Мир состоит из известных смыслов, но когда я ввожу новое имя для уже известного, я могу вкладывать в это известное свои, выгодные мне смысловые оттенки таким ловким, неприметным способом, что вы совсем не заметите подвоха. Пользуясь собственным описанием, я могу таким образом вас постепенно дезориентировать вплоть до состояния психически больного, невменяемого человека. Конечно же, путешествие по новому, непривычному миру всегда интересно. Но в этом незнакомом мире обычный стул, например, может неожиданно присвоить себе новое имя и показаться уже не стулом, а каким-нибудь «местом для сидения». «Надо же! — воскликнет про себя искатель, — а я и не знал об этом, какие потрясающие оригинальные знания я получил!» И продолжит свои неуверенные блуждания и «познания». В самом деле, на чужой («индейско-мексиканской») территории вам могут заморочить голову как трёхлетнему ребёнку, и вы, будучи взрослом, будете покупаться на самые дешёвые трюки восприятия. Это сталкинг. Вот смотрите…
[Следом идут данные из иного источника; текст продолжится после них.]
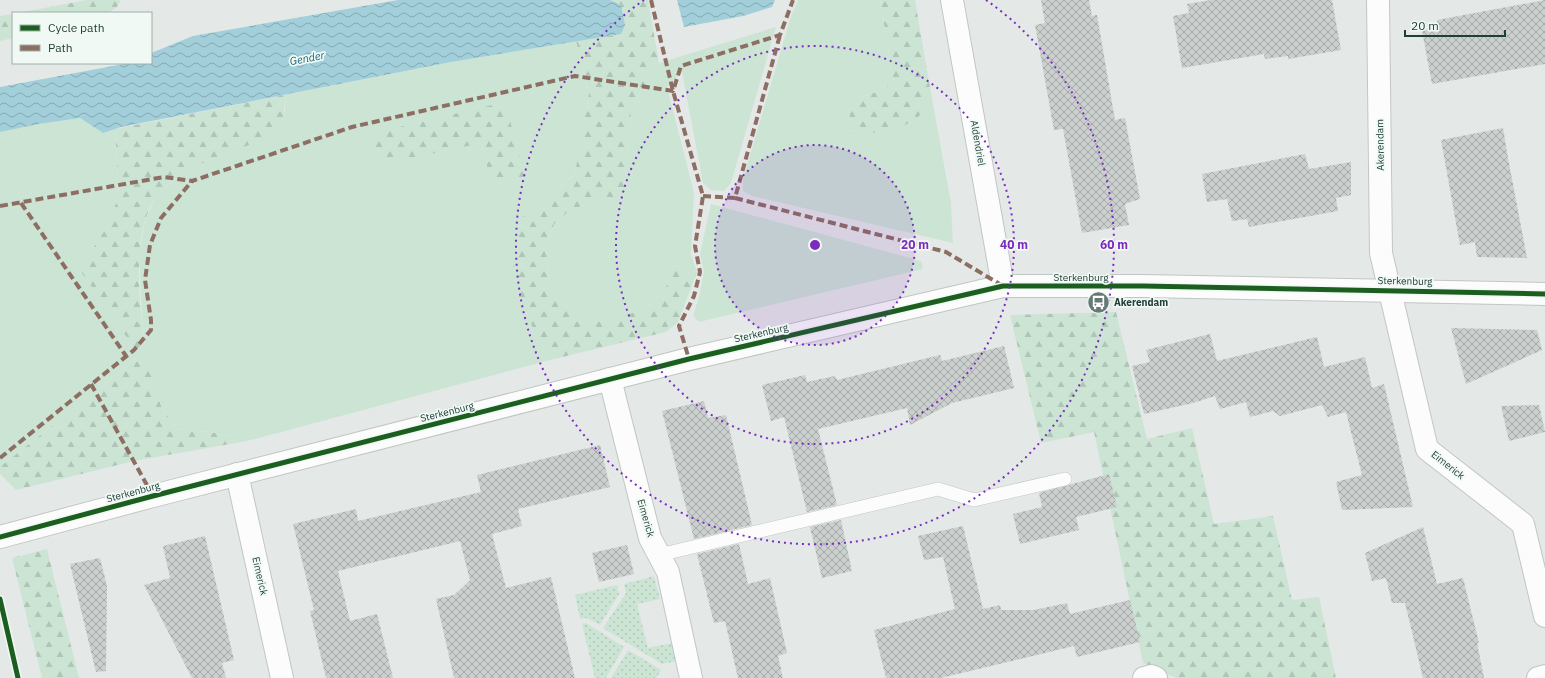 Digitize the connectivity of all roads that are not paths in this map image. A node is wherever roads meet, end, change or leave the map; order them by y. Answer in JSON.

В книгах Кастанеды описывается «чёрный мир». Что это за энергетическое пространство? Повествование не скрывает того, что это такое ужасное место, пребывать в котором крайне невыносимо и тяжко. А ещё? Чёрный мир является самостоятельным, независимым и самодостаточным, потому что находится в большой (отдельной) полосе эманаций. Ладно, а ещё что об этом известно? В чёрном мире отсутствуют эманации, отвечающие за время, там нет времени… Дон Хуан, погрузившись в чёрный мир ненадолго, постарел в нём на целых 10 лет. Но постойте! Это же полностью по всем основным признакам совпадает с описанием христианского ада! Собственно, сами толтеки в своём опыте полностью подтверждают! наличие ада и в его ужасном воздействии, и в его реальности (а не иллюзиорности), и, наконец, в его вневременности. Сам Кастанеда, попав в чёрный мир впервые, ужасается, насколько тот совпал с его религиозно-католическим представлением. Он так открыто и пишет о том, что подумал — он попал в ад! Таким образом, чёрный мир — это христианский ад, ад — это чёрный мир… Ад — пространство всепоглощающих чёрных энергий. «Место для сидения» по-прежнему осталось стулом, поменялись только имена для одного и того же.